What is being asked: Give the data back exactly as it stands.

Data under study:

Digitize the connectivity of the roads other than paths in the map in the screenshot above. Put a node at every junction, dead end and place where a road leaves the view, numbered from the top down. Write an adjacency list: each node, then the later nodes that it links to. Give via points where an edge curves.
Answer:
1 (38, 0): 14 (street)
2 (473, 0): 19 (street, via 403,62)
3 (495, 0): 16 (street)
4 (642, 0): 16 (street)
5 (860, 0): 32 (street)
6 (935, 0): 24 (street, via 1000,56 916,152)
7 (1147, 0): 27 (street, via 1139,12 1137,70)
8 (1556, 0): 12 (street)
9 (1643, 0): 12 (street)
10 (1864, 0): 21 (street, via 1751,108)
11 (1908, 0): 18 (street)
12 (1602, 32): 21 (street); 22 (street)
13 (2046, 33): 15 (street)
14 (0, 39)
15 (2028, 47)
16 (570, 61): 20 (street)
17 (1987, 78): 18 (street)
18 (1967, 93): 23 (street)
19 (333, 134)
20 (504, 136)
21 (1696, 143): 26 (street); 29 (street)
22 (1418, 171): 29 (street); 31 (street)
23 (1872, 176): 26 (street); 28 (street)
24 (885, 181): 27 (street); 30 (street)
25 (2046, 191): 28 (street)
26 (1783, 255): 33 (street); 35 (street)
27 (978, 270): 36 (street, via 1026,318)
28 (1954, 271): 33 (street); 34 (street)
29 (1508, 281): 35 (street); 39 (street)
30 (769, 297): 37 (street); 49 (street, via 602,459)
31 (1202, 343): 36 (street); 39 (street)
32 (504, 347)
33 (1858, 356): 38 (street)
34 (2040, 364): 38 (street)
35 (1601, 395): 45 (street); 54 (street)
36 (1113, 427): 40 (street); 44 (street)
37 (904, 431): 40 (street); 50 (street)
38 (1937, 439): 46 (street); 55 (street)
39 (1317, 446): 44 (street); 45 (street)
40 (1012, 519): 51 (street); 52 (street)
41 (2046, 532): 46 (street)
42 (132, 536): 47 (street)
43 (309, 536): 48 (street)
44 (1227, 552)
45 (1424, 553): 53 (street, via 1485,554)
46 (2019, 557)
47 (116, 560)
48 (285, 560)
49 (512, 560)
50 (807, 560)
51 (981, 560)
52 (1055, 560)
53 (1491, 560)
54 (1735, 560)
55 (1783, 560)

Response for this exercise:
Digitize the connectivity of the roads other than paths in the map in the screenshot above. Put a node at every junction, dead end and place where a road leaves the view, numbered from the top down. Write an adjacency list: each node, then the later nodes that it links to. Give via points where an edge curves.
Answer:
1 (38, 0): 14 (street)
2 (473, 0): 19 (street, via 403,62)
3 (495, 0): 16 (street)
4 (642, 0): 16 (street)
5 (860, 0): 32 (street)
6 (935, 0): 24 (street, via 1000,56 916,152)
7 (1147, 0): 27 (street, via 1139,12 1137,70)
8 (1556, 0): 12 (street)
9 (1643, 0): 12 (street)
10 (1864, 0): 21 (street, via 1751,108)
11 (1908, 0): 18 (street)
12 (1602, 32): 21 (street); 22 (street)
13 (2046, 33): 15 (street)
14 (0, 39)
15 (2028, 47)
16 (570, 61): 20 (street)
17 (1987, 78): 18 (street)
18 (1967, 93): 23 (street)
19 (333, 134)
20 (504, 136)
21 (1696, 143): 26 (street); 29 (street)
22 (1418, 171): 29 (street); 31 (street)
23 (1872, 176): 26 (street); 28 (street)
24 (885, 181): 27 (street); 30 (street)
25 (2046, 191): 28 (street)
26 (1783, 255): 33 (street); 35 (street)
27 (978, 270): 36 (street, via 1026,318)
28 (1954, 271): 33 (street); 34 (street)
29 (1508, 281): 35 (street); 39 (street)
30 (769, 297): 37 (street); 49 (street, via 602,459)
31 (1202, 343): 36 (street); 39 (street)
32 (504, 347)
33 (1858, 356): 38 (street)
34 (2040, 364): 38 (street)
35 (1601, 395): 45 (street); 54 (street)
36 (1113, 427): 40 (street); 44 (street)
37 (904, 431): 40 (street); 50 (street)
38 (1937, 439): 46 (street); 55 (street)
39 (1317, 446): 44 (street); 45 (street)
40 (1012, 519): 51 (street); 52 (street)
41 (2046, 532): 46 (street)
42 (132, 536): 47 (street)
43 (309, 536): 48 (street)
44 (1227, 552)
45 (1424, 553): 53 (street, via 1485,554)
46 (2019, 557)
47 (116, 560)
48 (285, 560)
49 (512, 560)
50 (807, 560)
51 (981, 560)
52 (1055, 560)
53 (1491, 560)
54 (1735, 560)
55 (1783, 560)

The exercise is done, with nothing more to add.